The pheasant doesn’t want to leave his hideout, so rather than flush, it would rather hold or sneak. Just when it gets around the point man, headed in the opposite direction, it runs into the next hunter. Strip habitat is taller than the surrounding cover. Here are willows and tall sagebrush, cottonwood trees and junipers. The high cover can obscure the hunters’ vision. Use the blue-sky-beneath-the-bird rule to keep partners out of danger.
The Fundamental Theorem
This then is the fundamental theorem the poker-faced pheasant hunter should grasp: Every time you hunt a field differently from the way you would have hunted it if you could see all the pheasants in advance, they gain; and every time you hunt the same way you would have hunted it if you knew where they were, they lose.
Plan the hunt then hunt the plan. With wised-up birds, it is a matter of knowing the fundamentals of deception. Play the cards close to the vest. Leave the whistles in the car. Turn off the beepers. Hunt into the wind and slow down. Use blockers when you can and work the edges.

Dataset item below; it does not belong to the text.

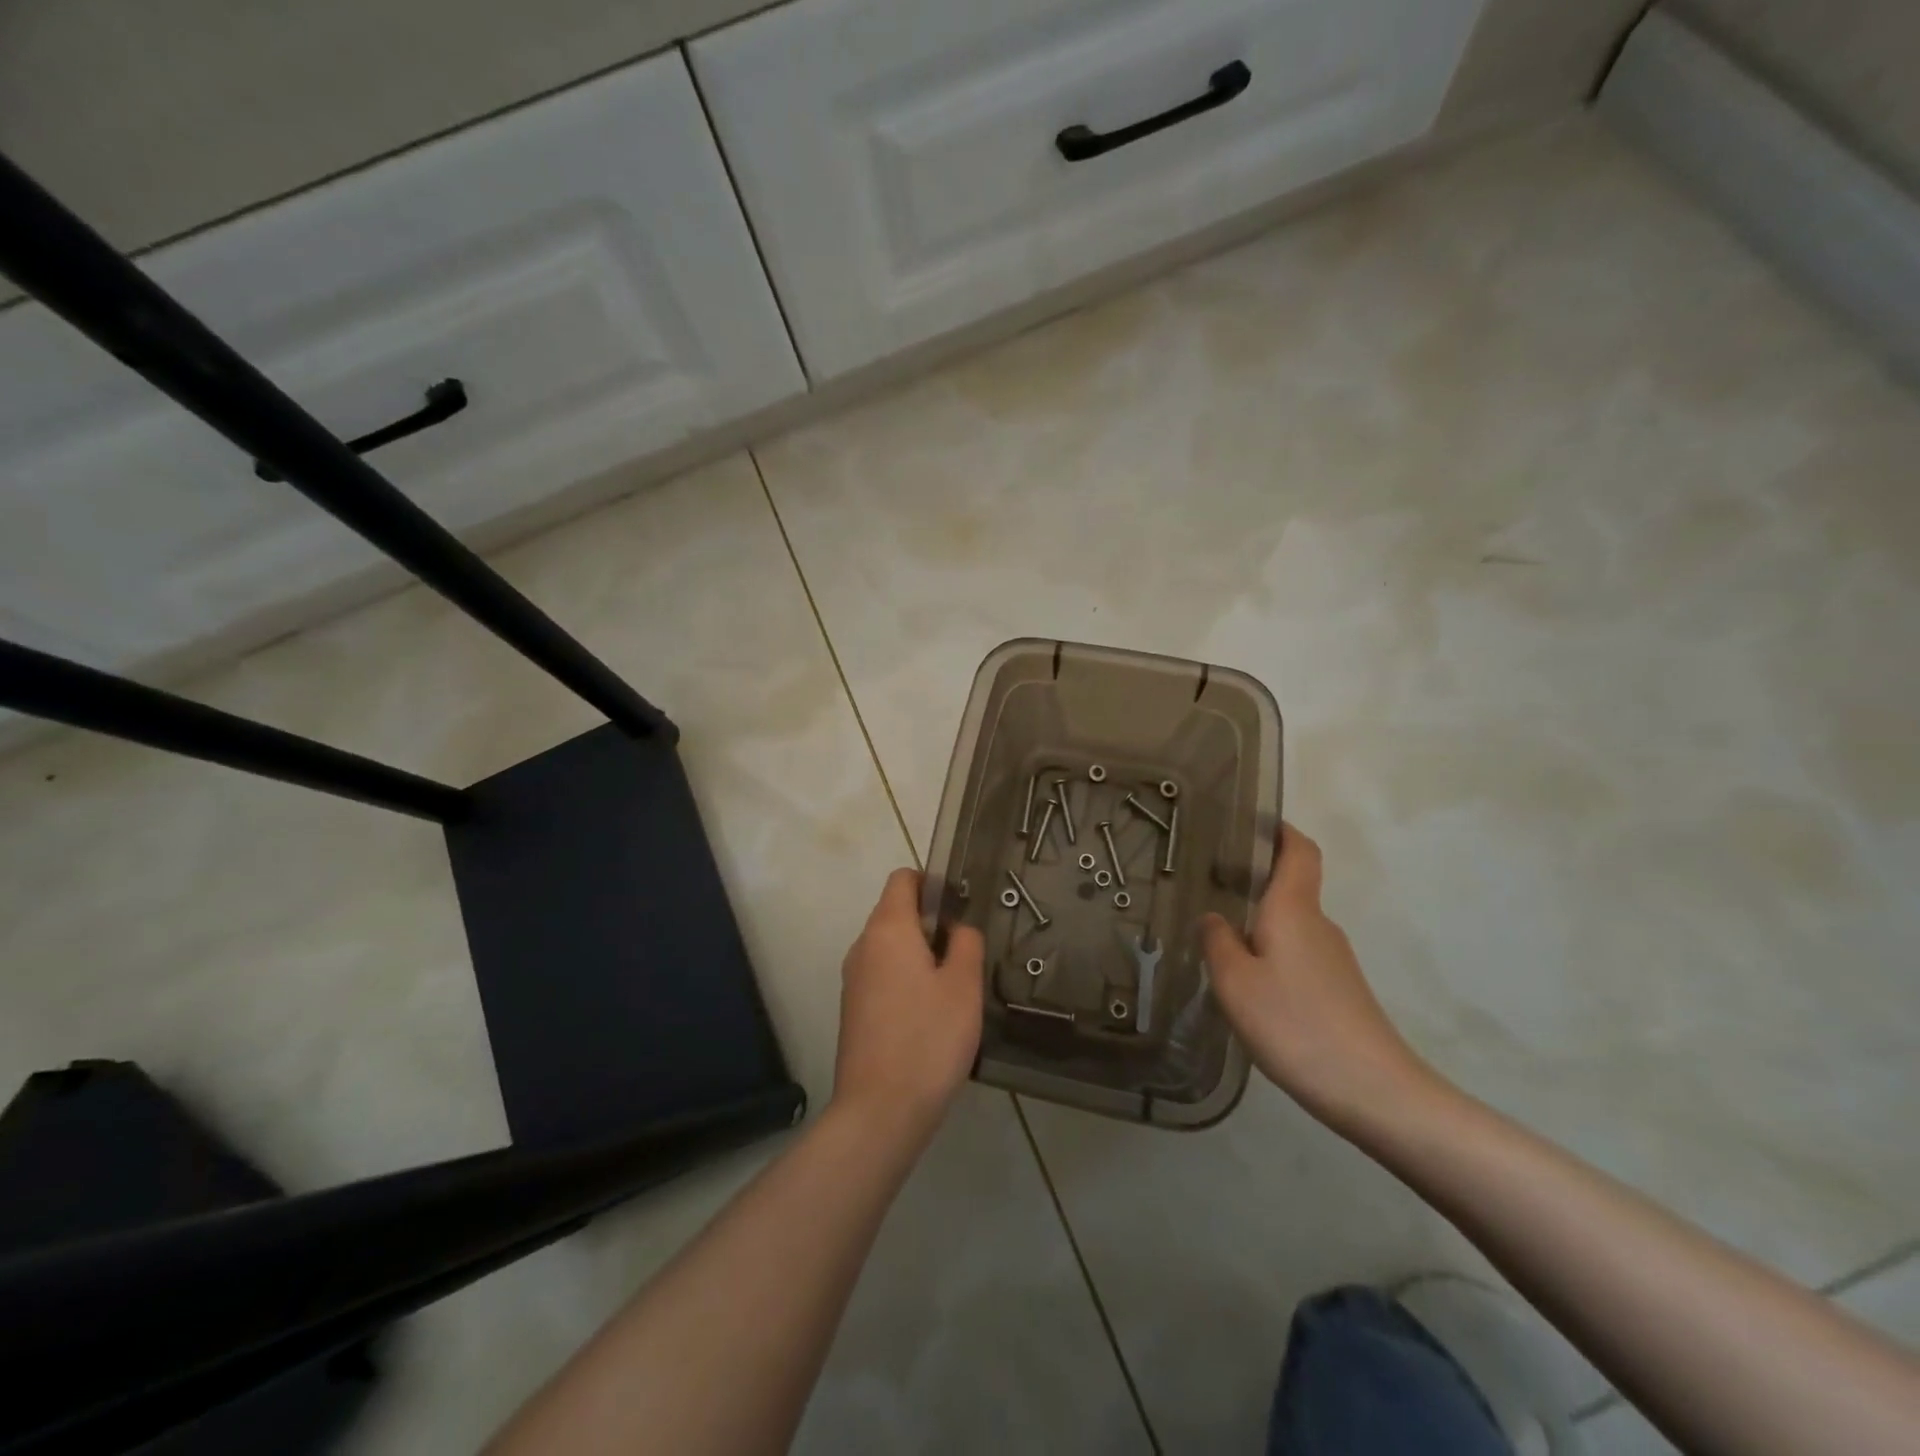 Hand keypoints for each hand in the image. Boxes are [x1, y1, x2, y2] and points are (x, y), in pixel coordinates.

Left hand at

Avoid the urge to play the cards the same way on the second day. If there are birds left in a field, let them filter back in and hit them the next day with a trick they haven’t seen before. It comes down to legwork and deception. It is not a game that is won on every hand. Sometimes the luck of the draw runs in favor of a cagey rooster. The best a player can hope for is that a pheasant will play a flush over the dog. When that happens, number sixes beat a straight flush every time.